* _Exercise requirements_:
Read through the entries below and copy each line where "ALCIDE" turns up.

*** Listed entries ***

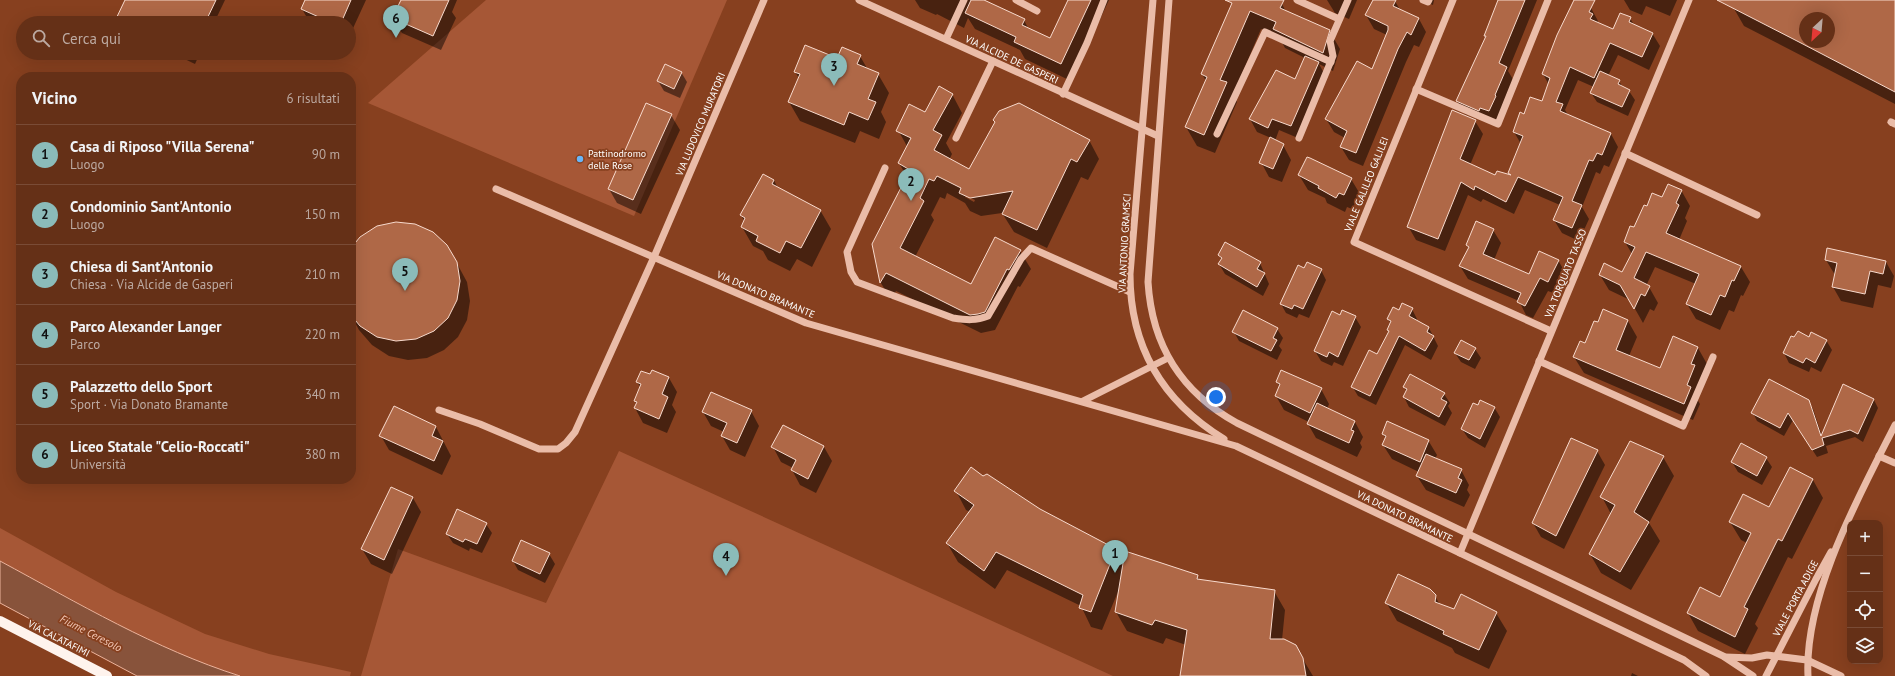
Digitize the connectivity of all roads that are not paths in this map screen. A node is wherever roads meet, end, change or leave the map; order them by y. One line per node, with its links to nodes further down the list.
1 (764, 0): 33 (street, VIA LUDOVICO MURATORI)
2 (859, 0): 16 (street, VIA ALCIDE DE GASPERI)
3 (879, 0): 16 (street)
4 (964, 0): 19 (street)
5 (1016, 0): 17 (street)
6 (1104, 0): 23 (street)
7 (1153, 0): 24 (street, VIA ANTONIO GRAMSCI)
8 (1169, 0): 26 (street)
9 (1297, 0): 18 (street)
10 (1348, 0): 18 (street)
11 (1423, 0): 12 (street)
12 (1429, 0)
13 (1453, 0): 22 (street, VIALE GALILEO GALILEI)
14 (1548, 0): 22 (street)
15 (1689, 0): 29 (street, VIA TORQUATO TASSO)
16 (876, 8): 19 (street, VIA ALCIDE DE GASPERI)
17 (1037, 11)
18 (1339, 19): 21 (street)
19 (946, 39): 20 (street, VIA ALCIDE DE GASPERI)
20 (993, 61): 23 (street, VIA ALCIDE DE GASPERI); 27 (street)
21 (1331, 62): 25 (street); 28 (street)
22 (1416, 89): 35 (street, VIALE GALILEO GALILEI)
23 (1063, 94): 24 (street, VIA ALCIDE DE GASPERI)
24 (1142, 129): 26 (street, VIA ALCIDE DE GASPERI); 34 (street, VIA ANTONIO GRAMSCI)
25 (1217, 134)
26 (1158, 136): 36 (street)
27 (956, 138)
28 (1298, 138)
29 (1625, 153): 32 (street); 35 (street, VIA TORQUATO TASSO)
30 (885, 168): 34 (street)
31 (496, 189): 33 (street, VIA DONATO BRAMANTE)
32 (1757, 215)
33 (654, 257): 40 (street, VIA DONATO BRAMANTE); 41 (street, VIA LUDOVICO MURATORI)
34 (1130, 292): 39 (street, VIA ANTONIO GRAMSCI)
35 (1551, 331): 38 (street, VIA TORQUATO TASSO)
36 (1168, 358): 39 (street); 47 (street, VIA DONATO BRAMANTE)
37 (1713, 358): 38 (street)
38 (1539, 361): 47 (street, VIA TORQUATO TASSO)
39 (1151, 366): 40 (street); 43 (street, VIA ANTONIO GRAMSCI)
40 (1083, 401): 43 (street, VIA DONATO BRAMANTE)
41 (439, 410)
42 (1895, 425): 44 (street, VIALE PORTA ADIGE)
43 (1236, 446): 48 (street, VIA DONATO BRAMANTE)
44 (1879, 456): 45 (street); 46 (street, VIALE PORTA ADIGE)
45 (1895, 463)
46 (1843, 531): 51 (street, VIALE PORTA ADIGE); 52 (street, VIALE PORTA ADIGE)
47 (1467, 535): 48 (street, VIA TORQUATO TASSO); 50 (street, VIA DONATO BRAMANTE)
48 (1460, 553): 54 (street, VIA DONATO BRAMANTE)
49 (0, 621): 53 (main road, VIA CALATAFIMI)
50 (1723, 656): 51 (street); 55 (street)
51 (1776, 656): 52 (street); 56 (street, VIALE PORTA ADIGE)
52 (1807, 660): 57 (street, VIALE PORTA ADIGE); 58 (street)
53 (107, 676)
54 (1706, 676)
55 (1752, 676)
56 (1766, 676)
57 (1808, 676)
58 (1841, 676)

*** End of Listed entries ***

* _Written response_:
2 (859, 0): 16 (street, VIA ALCIDE DE GASPERI)
16 (876, 8): 19 (street, VIA ALCIDE DE GASPERI)
19 (946, 39): 20 (street, VIA ALCIDE DE GASPERI)
20 (993, 61): 23 (street, VIA ALCIDE DE GASPERI); 27 (street)
23 (1063, 94): 24 (street, VIA ALCIDE DE GASPERI)
24 (1142, 129): 26 (street, VIA ALCIDE DE GASPERI); 34 (street, VIA ANTONIO GRAMSCI)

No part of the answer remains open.